Diabetes and other disorders can impair the wound healing process. In diabetes, formation of advanced glycation endproducts (AGEs), proteins in which sugar molecules are non-enzymatically attached to the polypeptide at random, impairs the function of proteins of the extracellular matrix, thereby disrupting granulation tissue formation. AGE accumulation is also a factor in progression of degenerative diseases such as atherosclerosis, chronic kidney disease, and Alzheimer's disease, and chronic kidney disease is also associated with poor wound healing. Diabetics may also display reduce ability to generate nitric oxide, which regulate angiogenesis.

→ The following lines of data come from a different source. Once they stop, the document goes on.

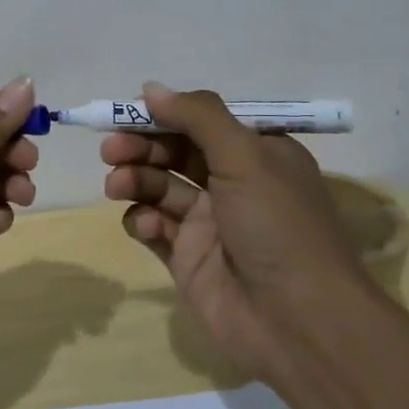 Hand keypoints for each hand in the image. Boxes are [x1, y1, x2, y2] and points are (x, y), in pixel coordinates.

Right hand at [101, 82, 369, 374]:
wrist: (297, 321)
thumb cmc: (277, 224)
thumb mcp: (245, 156)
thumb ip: (197, 116)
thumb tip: (151, 88)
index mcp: (257, 154)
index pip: (203, 121)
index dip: (166, 113)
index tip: (129, 110)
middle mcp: (233, 184)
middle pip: (175, 151)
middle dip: (141, 145)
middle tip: (111, 148)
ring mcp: (209, 223)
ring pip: (160, 187)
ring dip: (135, 179)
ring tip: (116, 185)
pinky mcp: (187, 258)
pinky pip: (155, 227)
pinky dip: (144, 220)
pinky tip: (146, 224)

In addition, fibroblasts from diabetic patients are morphologically and functionally abnormal. Finally, diabetic patients often display elevated activity of matrix metalloproteinases (MMPs), which break down components of the extracellular matrix. High levels of MMPs interfere with construction of the extracellular matrix required to guide migration of fibroblasts and keratinocytes and therefore impede the proliferation phase of wound healing.
Certain factors increase the risk of development of diabetic ulcers. For example, infection, older age, diabetic neuropathy, peripheral vascular disease, cigarette smoking, poor glycemic control, previous foot ulcerations or amputations, ischemia of small and large blood vessels, prior history of foot disease, foot deformities that produce abnormally high forces of pressure, renal failure, edema, impaired ability to look after personal care (e.g. visual impairment) are all risk factors for development of diabetic ulcers.

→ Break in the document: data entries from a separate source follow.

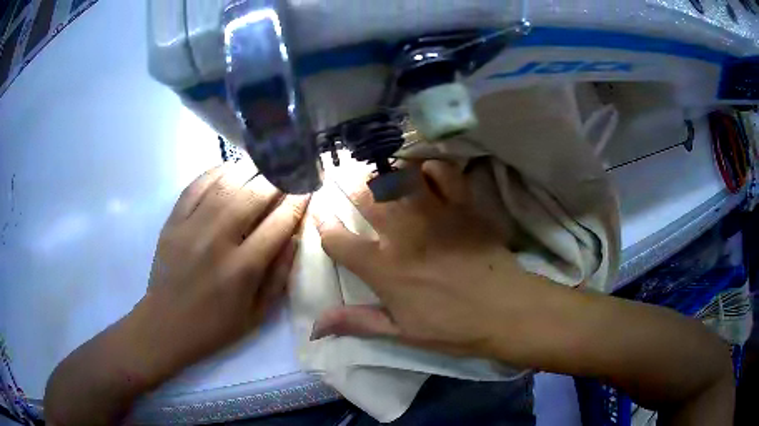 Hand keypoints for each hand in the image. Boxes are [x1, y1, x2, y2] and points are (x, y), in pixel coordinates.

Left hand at [142, 163, 309, 373]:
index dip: (298, 201)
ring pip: (225, 184)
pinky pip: (195, 186)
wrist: (166, 325)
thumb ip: (279, 276)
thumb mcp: (257, 314)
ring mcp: (191, 228)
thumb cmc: (215, 326)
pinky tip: (229, 168)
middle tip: (290, 167)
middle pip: (253, 196)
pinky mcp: (173, 222)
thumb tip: (295, 237)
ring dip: (249, 168)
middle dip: (277, 178)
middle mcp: (217, 241)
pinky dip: (215, 172)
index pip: (278, 224)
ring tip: (265, 161)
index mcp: (242, 269)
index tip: (309, 186)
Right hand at [312, 160, 539, 358]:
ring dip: (385, 173)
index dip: (325, 228)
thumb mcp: (401, 333)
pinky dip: (430, 168)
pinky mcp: (461, 205)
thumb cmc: (452, 327)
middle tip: (349, 184)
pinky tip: (426, 175)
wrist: (505, 310)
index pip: (337, 240)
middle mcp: (402, 234)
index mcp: (383, 268)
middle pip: (364, 196)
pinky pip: (441, 171)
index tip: (324, 220)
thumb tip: (315, 327)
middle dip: (350, 186)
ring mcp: (434, 214)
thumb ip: (356, 322)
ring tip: (381, 176)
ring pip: (398, 177)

Specific Embodiments of the Invention

In certain aspects, the invention provides a method for immunizing a subject, the method comprising introducing a fluid comprising an antigen proximate a mucosal tissue of a subject and delivering ultrasound energy to the fluid at a frequency that causes the antigen to enter the mucosal tissue of the subject, thereby initiating an immune response that results in immunization of the subject.

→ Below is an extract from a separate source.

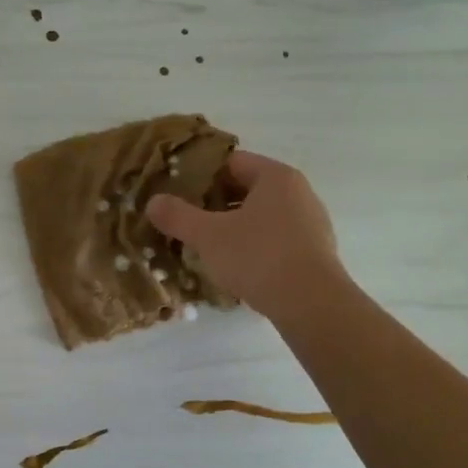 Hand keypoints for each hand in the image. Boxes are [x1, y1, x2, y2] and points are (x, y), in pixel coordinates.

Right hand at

In some embodiments of the method, the introducing step and the delivering step are not repeated. In some embodiments of the method, the introducing step and the delivering step are repeated.
The mucosal tissue may be gastrointestinal tissue. The gastrointestinal tissue may be buccal tissue.
The fluid may include a formulation that prolongs release of the antigen into the mucosal tissue.
The antigen may be a nucleic acid, a peptide, a polypeptide, a protein, an antibody, an organic molecule, a toxoid, or any combination thereof.
The antigen may have a molecular weight of >1000 Da.
The immune response may include activation of effector T cells, such may be CD25⁺ cells. The immune response may include recruitment of immune cells, dendritic cells, or both to a site at which the antigen entered the mucosal tissue.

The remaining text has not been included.